Этот эксперт-графолог получил известность и признание после завершения дела Линдберга. Поскольку в то время я работал в полиции, то знаю, что решающей уликой по делу Линдберга был рисунок. А здесь и послание «убийцы с губной помадой», и записка, отправленная похитителями, были отпечатаны на машинке, что, безусловно, сводило на нет ценность графологической экспертизы.
Разумеется, выявилось, что когда Лэппс писал под диктовку, то умудрился допустить те же ошибки в некоторых словах. Однако, как я узнал впоследствии от лейтенанта Крюгера, Лэппса заставили с максимальной точностью воспроизвести диктуемое, в том числе с имевшимися там ошибками и тому подобным.
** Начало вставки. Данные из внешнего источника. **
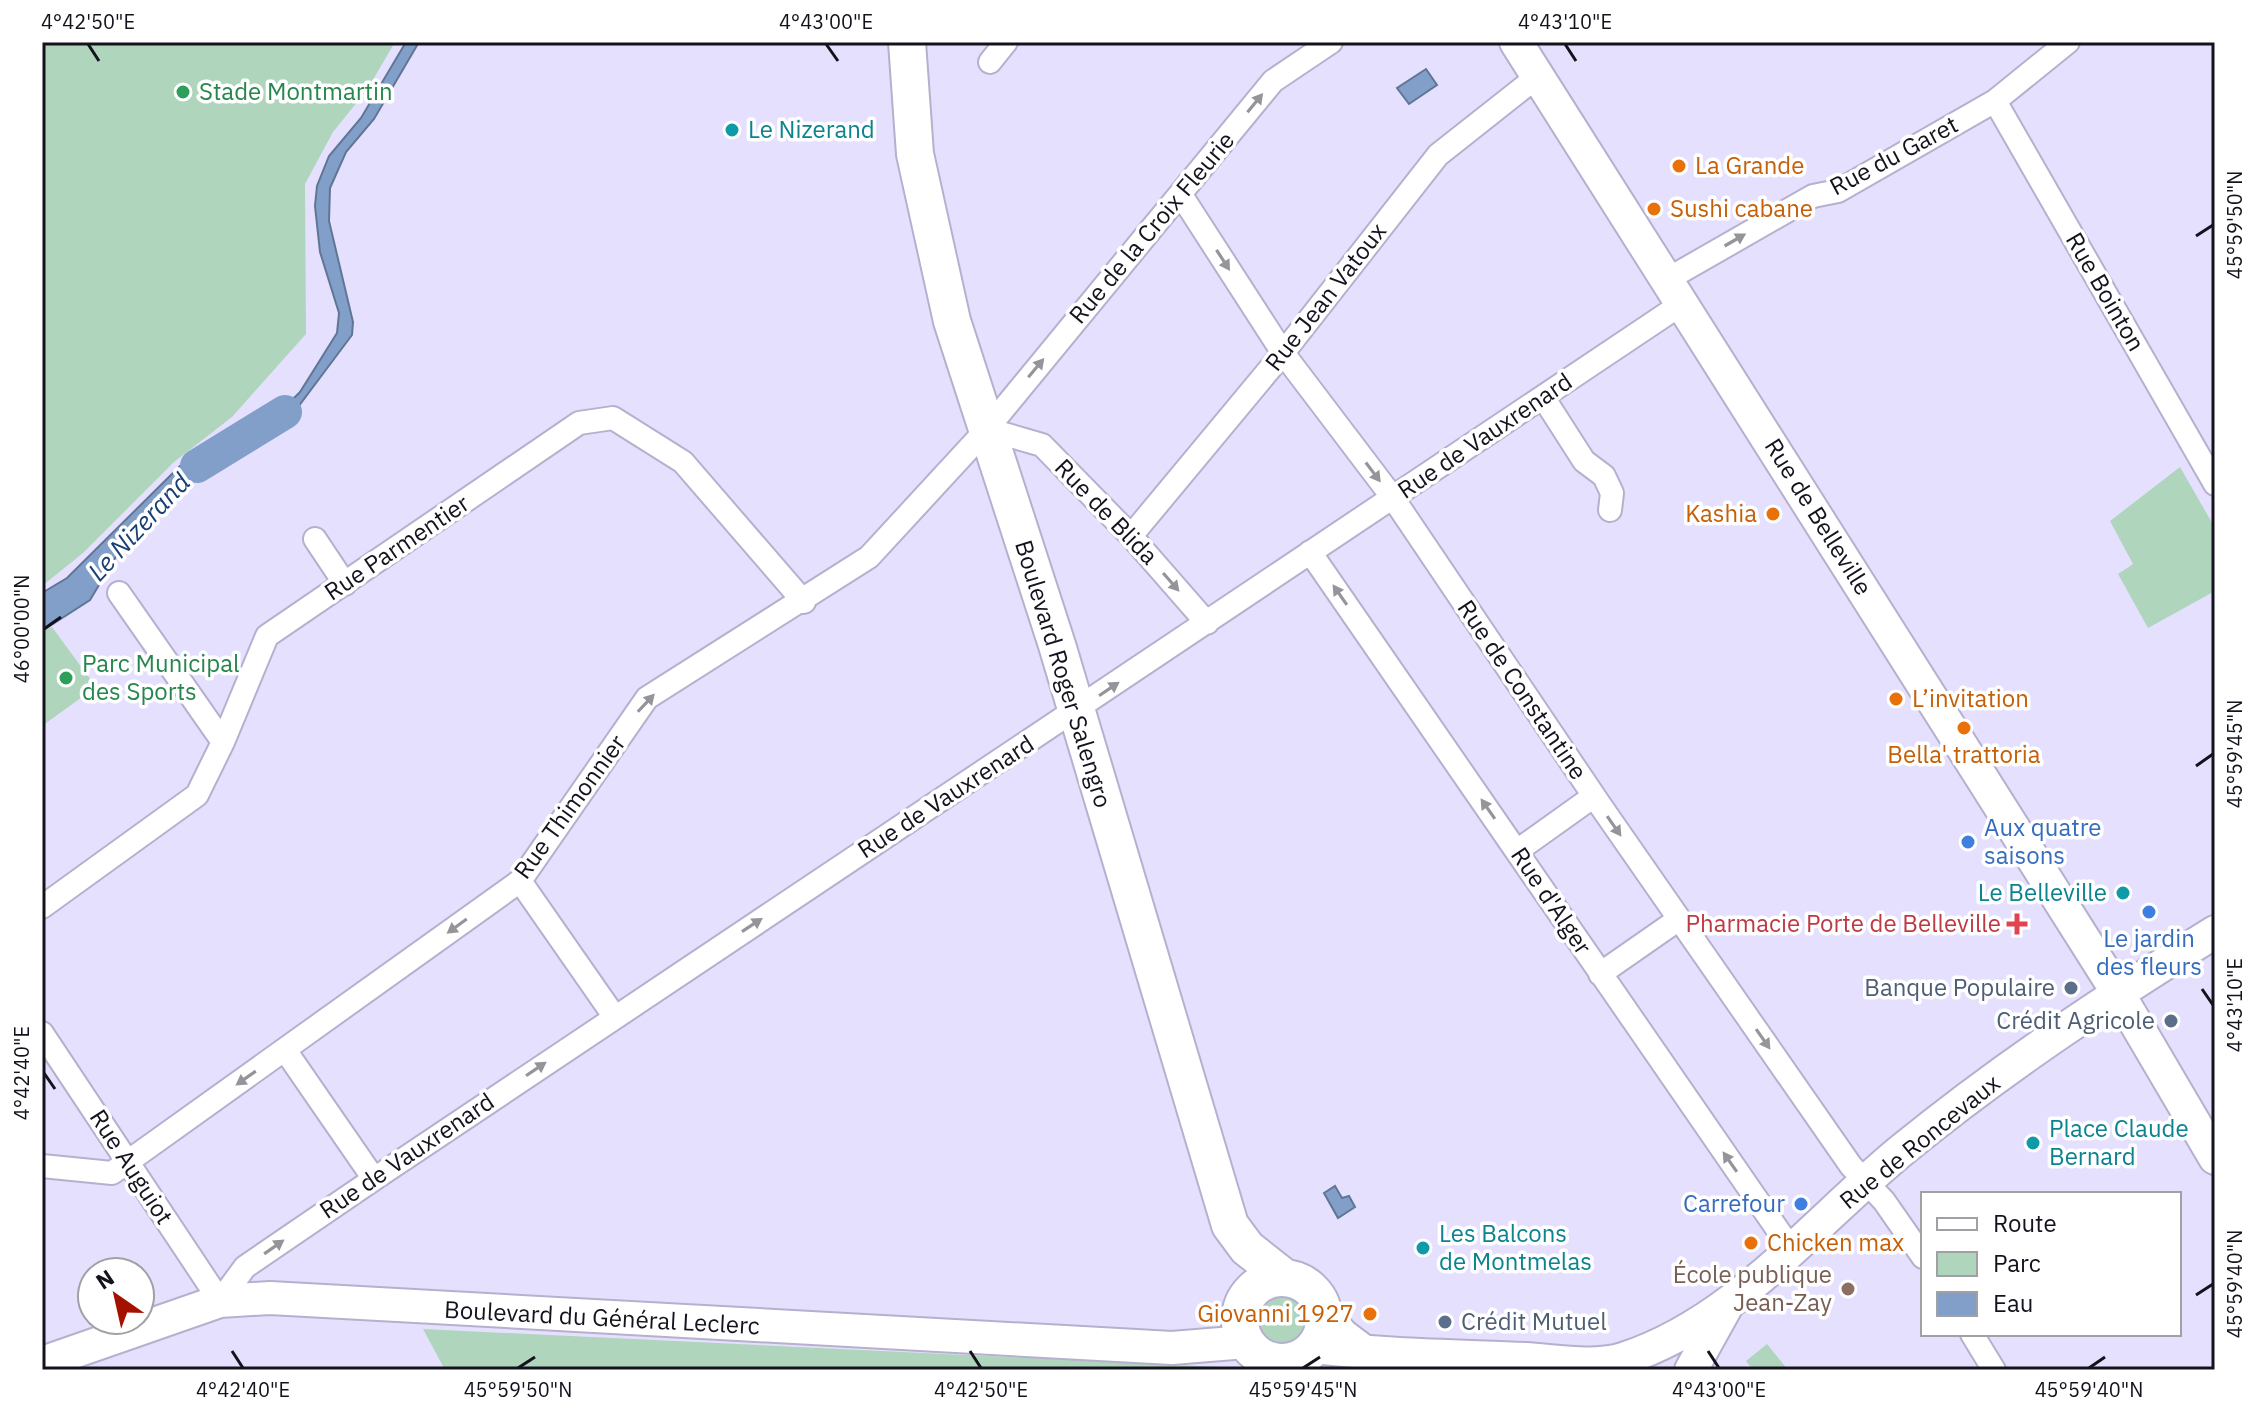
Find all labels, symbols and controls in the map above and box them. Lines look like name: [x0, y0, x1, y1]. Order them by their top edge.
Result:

Несколько лет назад один подозреваемый по имени Бруно Хаупман добросовестно выполнил то же самое, когда у него брали образцы почерка. Трюк с опознаванием, о котором мне рассказал Кен, в случае с Хаупманом был проведен с пожилым больным свидетелем. Пресса также сыграла свою роль в обвинении Хаупмана — один из репортеров, страстно желавший сенсации, сам написал на стене в квартире Хаупмана номер телефона, который затем стал фигурировать в качестве основного доказательства его вины.
Чем же все кончилось? Бруно, во-первых, оказался невиновным и, во-вторых, давно уже мертв. Лэппс же пока еще жив, здоров, ненормален и столь же виновен, как нацисты, которым он поклонялся. Кроме того, замечание Кена относительно сексуальных отклонений у этого парня для меня тоже кое-что прояснило.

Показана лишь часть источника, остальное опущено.